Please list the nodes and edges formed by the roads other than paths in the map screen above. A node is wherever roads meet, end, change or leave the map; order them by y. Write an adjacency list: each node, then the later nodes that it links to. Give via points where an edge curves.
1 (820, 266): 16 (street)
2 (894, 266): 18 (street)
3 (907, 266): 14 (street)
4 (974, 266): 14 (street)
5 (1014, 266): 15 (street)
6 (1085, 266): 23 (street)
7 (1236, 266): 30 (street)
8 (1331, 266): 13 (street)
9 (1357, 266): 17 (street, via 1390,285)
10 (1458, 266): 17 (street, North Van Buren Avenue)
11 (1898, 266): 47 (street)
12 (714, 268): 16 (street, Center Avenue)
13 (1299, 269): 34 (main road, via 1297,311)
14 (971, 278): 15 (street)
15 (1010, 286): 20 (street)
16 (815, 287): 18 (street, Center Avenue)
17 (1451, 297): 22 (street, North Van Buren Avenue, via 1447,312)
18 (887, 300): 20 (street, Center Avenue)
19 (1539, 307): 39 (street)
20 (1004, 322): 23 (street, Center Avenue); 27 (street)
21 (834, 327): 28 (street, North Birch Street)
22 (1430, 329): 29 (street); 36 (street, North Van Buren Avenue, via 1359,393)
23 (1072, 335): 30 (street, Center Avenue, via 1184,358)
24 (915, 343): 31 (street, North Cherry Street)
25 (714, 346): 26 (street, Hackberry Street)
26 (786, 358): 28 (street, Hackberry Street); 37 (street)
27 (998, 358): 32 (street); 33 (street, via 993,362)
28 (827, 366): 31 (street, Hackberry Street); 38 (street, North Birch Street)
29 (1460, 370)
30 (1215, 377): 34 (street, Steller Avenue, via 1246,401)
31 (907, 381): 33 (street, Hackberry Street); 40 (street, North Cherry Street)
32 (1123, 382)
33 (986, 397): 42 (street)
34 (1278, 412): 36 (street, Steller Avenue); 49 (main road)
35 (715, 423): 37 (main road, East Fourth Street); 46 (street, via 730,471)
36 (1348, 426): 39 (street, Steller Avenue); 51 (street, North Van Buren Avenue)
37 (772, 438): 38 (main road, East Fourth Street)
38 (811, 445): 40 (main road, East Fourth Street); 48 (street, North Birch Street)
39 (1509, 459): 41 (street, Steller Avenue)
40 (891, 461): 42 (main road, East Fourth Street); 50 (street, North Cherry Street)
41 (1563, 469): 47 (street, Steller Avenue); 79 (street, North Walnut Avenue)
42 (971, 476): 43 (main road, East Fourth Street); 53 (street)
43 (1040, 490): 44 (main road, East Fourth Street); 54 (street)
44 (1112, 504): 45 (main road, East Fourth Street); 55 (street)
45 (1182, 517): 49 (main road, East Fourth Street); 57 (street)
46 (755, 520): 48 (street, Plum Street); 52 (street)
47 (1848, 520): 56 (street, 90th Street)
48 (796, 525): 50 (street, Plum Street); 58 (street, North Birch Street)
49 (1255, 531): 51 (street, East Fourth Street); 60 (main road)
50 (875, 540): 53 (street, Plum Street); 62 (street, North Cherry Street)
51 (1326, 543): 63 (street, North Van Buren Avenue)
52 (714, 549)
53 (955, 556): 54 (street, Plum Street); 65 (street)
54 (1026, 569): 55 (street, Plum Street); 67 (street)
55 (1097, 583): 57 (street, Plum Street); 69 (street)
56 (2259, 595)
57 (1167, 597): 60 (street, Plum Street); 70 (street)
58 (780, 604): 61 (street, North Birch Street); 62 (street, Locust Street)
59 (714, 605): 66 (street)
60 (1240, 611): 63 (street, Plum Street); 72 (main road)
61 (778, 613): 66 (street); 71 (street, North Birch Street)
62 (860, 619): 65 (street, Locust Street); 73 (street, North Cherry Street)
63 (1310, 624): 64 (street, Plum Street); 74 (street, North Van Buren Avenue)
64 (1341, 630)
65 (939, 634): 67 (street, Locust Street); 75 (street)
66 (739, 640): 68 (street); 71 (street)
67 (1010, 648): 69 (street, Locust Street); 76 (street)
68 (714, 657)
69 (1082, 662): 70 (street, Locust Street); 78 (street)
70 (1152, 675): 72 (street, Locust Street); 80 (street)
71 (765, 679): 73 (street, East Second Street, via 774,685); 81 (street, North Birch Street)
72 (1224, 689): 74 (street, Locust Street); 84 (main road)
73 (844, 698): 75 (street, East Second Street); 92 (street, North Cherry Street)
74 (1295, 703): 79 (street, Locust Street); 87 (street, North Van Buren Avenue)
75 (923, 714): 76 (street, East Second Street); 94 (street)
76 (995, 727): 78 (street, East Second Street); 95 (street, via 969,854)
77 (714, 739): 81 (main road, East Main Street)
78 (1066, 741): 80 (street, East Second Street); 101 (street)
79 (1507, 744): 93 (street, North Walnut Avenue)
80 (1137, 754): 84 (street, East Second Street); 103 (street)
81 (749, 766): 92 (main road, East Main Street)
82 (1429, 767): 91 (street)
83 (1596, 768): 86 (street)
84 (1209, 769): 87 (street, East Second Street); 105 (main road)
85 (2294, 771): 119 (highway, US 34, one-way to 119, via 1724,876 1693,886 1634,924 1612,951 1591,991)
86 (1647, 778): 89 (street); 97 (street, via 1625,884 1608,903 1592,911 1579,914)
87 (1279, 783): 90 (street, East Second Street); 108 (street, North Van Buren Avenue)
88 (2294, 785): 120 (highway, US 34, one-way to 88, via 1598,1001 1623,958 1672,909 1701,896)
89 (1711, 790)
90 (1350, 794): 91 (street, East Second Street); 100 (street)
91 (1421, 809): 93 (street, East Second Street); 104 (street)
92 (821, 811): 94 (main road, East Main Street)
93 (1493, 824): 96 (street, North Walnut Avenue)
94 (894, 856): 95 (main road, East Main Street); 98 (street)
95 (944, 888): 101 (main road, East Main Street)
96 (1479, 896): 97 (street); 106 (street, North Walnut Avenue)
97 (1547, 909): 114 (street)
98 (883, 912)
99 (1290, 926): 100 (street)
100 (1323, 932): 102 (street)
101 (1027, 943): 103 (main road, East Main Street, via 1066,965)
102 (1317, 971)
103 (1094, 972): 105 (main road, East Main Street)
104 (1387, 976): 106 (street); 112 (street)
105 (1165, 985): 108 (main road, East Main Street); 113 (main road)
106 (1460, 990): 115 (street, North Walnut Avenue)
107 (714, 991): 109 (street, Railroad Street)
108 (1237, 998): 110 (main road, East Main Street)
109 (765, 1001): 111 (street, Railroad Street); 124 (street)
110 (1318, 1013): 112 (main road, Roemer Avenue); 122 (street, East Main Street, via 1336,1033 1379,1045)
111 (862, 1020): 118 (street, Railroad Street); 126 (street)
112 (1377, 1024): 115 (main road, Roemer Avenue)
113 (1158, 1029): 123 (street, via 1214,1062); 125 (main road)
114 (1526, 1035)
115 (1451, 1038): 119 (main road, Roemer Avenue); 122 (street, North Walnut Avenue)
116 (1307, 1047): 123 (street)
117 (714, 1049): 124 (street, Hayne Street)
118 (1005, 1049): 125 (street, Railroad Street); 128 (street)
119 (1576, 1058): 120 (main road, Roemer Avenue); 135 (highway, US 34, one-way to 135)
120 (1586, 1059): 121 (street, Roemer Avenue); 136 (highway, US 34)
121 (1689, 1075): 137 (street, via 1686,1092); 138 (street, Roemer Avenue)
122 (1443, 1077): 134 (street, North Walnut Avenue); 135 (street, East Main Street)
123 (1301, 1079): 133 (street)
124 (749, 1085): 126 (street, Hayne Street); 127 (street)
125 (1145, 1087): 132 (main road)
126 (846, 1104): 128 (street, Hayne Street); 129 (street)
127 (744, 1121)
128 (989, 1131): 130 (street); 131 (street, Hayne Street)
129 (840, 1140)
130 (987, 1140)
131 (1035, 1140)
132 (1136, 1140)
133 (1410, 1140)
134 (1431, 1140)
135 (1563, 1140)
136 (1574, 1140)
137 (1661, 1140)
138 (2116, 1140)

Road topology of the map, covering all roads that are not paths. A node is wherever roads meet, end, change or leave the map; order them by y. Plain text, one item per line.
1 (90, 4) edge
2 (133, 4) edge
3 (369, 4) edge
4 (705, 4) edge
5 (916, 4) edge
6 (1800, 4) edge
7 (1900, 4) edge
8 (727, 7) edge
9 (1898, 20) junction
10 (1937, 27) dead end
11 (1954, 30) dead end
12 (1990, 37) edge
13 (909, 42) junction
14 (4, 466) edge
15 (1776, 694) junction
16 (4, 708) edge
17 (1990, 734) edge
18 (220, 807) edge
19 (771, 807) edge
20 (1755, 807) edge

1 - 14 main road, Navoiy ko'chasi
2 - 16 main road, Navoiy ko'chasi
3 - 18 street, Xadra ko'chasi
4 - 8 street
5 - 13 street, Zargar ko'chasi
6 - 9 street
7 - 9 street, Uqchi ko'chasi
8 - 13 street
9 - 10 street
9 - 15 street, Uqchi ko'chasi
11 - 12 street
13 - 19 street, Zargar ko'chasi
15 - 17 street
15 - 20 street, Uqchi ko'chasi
════════════════════
== Brief ==
Find "Road topology of" in the entries above, then repeat its line and all lines after it exactly, down to the last line.

== Exercise response ==
Road topology of the map, covering all roads that are not paths. A node is wherever roads meet, end, change or leave the map; order them by y. Plain text, one item per line.
1 (90, 4) edge
2 (133, 4) edge
3 (369, 4) edge
4 (705, 4) edge
5 (916, 4) edge
6 (1800, 4) edge
7 (1900, 4) edge
8 (727, 7) edge
9 (1898, 20) junction
10 (1937, 27) dead end
11 (1954, 30) dead end
12 (1990, 37) edge
13 (909, 42) junction
14 (4, 466) edge
15 (1776, 694) junction
16 (4, 708) edge
17 (1990, 734) edge
18 (220, 807) edge
19 (771, 807) edge
20 (1755, 807) edge

1 - 14 main road, Navoiy ko'chasi
2 - 16 main road, Navoiy ko'chasi
3 - 18 street, Xadra ko'chasi
4 - 8 street
5 - 13 street, Zargar ko'chasi
6 - 9 street
7 - 9 street, Uqchi ko'chasi
8 - 13 street
9 - 10 street
9 - 15 street, Uqchi ko'chasi
11 - 12 street
13 - 19 street, Zargar ko'chasi
15 - 17 street
15 - 20 street, Uqchi ko'chasi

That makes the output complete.